Segment Start: Supplied data

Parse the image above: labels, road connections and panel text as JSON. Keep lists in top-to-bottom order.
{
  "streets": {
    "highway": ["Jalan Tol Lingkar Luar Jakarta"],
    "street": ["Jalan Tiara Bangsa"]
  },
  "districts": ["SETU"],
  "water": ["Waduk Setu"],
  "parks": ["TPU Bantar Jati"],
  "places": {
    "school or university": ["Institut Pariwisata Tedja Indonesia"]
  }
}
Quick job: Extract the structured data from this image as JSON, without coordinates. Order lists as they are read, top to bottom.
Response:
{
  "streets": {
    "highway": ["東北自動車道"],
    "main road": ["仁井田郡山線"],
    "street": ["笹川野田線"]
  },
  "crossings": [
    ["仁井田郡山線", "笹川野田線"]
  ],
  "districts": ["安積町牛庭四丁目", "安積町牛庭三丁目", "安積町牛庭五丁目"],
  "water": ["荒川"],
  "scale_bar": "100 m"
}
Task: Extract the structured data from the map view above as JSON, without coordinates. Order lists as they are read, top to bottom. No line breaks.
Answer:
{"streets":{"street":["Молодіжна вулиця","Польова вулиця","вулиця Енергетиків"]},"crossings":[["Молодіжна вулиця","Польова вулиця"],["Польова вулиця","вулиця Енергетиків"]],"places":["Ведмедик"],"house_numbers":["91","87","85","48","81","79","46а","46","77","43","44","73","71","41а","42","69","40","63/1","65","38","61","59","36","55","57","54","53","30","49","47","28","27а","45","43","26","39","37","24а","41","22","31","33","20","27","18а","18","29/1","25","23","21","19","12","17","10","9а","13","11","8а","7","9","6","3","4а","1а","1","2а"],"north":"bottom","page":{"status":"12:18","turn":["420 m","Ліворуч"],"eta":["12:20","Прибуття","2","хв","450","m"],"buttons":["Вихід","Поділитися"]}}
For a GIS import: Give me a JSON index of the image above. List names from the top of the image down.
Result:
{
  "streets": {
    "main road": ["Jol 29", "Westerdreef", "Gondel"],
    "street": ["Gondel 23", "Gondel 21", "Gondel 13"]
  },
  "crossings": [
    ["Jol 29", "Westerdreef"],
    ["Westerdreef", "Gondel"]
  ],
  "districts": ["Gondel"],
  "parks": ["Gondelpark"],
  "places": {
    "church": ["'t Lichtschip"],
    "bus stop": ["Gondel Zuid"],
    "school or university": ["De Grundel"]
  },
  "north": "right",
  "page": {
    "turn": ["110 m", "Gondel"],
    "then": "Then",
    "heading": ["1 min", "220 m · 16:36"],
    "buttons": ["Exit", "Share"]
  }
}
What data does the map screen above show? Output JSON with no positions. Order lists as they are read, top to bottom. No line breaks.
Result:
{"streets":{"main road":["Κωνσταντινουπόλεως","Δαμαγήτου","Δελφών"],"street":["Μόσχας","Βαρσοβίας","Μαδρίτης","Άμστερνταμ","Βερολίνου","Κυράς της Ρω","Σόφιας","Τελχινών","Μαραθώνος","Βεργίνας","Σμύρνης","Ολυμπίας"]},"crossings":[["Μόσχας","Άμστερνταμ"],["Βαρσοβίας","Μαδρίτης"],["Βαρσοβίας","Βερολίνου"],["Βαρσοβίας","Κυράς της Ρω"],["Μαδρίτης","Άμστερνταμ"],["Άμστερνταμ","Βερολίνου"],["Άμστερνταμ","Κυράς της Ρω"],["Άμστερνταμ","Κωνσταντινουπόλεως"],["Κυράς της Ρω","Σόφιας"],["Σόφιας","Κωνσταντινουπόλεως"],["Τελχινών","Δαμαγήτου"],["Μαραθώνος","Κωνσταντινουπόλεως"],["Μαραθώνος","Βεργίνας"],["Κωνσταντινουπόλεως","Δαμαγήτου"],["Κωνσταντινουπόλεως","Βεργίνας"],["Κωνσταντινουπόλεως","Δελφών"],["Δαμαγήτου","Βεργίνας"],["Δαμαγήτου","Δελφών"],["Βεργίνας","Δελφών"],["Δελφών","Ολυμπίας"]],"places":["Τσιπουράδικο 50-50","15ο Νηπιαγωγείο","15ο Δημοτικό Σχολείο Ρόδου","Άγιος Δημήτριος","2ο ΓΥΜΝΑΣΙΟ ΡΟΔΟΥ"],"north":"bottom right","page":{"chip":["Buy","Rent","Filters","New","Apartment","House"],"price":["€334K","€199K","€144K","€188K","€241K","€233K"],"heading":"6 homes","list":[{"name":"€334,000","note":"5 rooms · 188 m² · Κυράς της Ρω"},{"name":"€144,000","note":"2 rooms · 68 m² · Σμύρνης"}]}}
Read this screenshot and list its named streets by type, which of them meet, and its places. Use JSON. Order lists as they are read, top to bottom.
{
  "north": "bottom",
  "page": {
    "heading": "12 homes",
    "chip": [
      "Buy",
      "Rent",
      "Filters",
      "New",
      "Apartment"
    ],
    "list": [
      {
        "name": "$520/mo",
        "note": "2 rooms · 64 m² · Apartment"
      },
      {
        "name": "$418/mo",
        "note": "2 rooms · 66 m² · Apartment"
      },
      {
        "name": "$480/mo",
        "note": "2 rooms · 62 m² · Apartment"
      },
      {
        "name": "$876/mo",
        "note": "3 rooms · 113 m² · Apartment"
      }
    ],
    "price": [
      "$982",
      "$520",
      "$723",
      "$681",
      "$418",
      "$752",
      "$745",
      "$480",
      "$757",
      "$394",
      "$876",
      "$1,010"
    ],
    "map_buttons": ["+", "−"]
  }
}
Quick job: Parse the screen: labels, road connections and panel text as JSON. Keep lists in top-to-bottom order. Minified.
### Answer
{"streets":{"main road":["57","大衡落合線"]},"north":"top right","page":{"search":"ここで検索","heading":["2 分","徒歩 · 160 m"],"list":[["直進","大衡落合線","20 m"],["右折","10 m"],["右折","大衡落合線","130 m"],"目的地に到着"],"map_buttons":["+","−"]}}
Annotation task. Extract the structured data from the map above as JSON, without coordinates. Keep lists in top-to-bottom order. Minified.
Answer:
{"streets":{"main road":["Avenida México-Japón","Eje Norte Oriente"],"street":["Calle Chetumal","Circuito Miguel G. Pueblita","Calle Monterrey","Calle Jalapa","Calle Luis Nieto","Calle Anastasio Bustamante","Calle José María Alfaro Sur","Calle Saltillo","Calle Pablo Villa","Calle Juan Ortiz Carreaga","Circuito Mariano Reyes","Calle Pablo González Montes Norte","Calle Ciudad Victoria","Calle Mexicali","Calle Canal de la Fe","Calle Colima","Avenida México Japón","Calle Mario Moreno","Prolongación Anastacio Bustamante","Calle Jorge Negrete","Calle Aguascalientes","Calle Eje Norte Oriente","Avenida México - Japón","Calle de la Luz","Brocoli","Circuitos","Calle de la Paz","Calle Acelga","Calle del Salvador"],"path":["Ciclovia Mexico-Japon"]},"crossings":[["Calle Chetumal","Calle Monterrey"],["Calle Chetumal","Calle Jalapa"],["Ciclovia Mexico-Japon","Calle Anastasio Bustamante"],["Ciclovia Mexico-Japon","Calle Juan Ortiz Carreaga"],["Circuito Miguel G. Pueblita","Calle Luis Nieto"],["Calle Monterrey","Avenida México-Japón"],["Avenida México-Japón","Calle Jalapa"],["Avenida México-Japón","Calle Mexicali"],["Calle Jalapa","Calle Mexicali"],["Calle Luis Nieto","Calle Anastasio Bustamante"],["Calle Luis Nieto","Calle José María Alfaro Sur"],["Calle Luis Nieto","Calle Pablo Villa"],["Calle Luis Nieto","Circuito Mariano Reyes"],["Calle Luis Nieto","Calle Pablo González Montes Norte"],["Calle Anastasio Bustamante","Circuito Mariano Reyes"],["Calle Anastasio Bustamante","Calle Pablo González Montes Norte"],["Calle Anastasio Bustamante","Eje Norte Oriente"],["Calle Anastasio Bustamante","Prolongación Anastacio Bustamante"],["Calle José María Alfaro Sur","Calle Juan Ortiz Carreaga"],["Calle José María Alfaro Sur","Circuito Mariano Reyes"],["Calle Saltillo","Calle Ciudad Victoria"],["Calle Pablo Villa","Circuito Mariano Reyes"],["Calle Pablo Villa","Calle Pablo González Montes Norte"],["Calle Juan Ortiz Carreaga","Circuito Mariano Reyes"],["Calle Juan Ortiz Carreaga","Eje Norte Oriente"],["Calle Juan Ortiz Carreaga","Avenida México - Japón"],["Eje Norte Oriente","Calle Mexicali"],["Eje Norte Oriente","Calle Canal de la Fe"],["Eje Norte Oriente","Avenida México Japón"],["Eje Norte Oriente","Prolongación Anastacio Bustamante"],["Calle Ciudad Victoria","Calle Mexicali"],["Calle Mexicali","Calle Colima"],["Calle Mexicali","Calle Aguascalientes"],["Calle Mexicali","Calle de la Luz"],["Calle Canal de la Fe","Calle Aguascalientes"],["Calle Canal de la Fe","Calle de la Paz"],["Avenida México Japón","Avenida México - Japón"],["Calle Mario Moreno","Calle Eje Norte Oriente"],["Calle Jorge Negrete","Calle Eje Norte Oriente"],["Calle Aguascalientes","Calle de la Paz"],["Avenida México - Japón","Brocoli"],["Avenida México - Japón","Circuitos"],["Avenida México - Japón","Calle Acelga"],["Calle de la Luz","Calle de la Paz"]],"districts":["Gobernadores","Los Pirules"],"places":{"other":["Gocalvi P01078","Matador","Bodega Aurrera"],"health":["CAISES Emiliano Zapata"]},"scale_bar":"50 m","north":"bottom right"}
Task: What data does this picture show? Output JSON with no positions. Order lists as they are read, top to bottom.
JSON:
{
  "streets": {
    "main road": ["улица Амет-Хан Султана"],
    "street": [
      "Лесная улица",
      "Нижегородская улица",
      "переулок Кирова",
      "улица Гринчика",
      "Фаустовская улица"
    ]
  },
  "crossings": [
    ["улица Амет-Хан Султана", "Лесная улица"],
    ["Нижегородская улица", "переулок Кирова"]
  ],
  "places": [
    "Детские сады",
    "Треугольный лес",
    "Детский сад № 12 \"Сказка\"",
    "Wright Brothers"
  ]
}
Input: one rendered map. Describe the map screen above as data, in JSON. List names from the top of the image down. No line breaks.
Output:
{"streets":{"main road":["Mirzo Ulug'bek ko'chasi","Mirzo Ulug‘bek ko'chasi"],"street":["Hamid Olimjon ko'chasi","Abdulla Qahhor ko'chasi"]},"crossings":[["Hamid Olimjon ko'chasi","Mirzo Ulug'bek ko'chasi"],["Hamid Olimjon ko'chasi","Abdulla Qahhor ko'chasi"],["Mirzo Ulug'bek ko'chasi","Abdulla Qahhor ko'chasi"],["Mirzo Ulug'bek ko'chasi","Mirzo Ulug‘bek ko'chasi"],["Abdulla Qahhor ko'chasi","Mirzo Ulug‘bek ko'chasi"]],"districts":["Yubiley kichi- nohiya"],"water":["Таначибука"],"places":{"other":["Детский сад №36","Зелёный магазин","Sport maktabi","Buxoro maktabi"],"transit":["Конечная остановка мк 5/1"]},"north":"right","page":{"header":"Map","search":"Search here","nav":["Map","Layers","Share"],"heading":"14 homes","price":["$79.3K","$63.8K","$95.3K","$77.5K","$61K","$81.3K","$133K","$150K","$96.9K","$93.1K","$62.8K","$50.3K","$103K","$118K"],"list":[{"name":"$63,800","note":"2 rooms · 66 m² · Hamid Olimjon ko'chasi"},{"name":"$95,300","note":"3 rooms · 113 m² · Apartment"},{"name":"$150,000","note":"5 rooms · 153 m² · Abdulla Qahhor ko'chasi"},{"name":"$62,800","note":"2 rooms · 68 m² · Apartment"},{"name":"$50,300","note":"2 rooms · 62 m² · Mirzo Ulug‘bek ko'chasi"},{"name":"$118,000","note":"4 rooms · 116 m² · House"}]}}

Segment End: Supplied data

• **Activity**
From the material above, please return each line containing "university".

• **Answer box**
    "school or university": ["Institut Pariwisata Tedja Indonesia"]
    "school or university": ["De Grundel"]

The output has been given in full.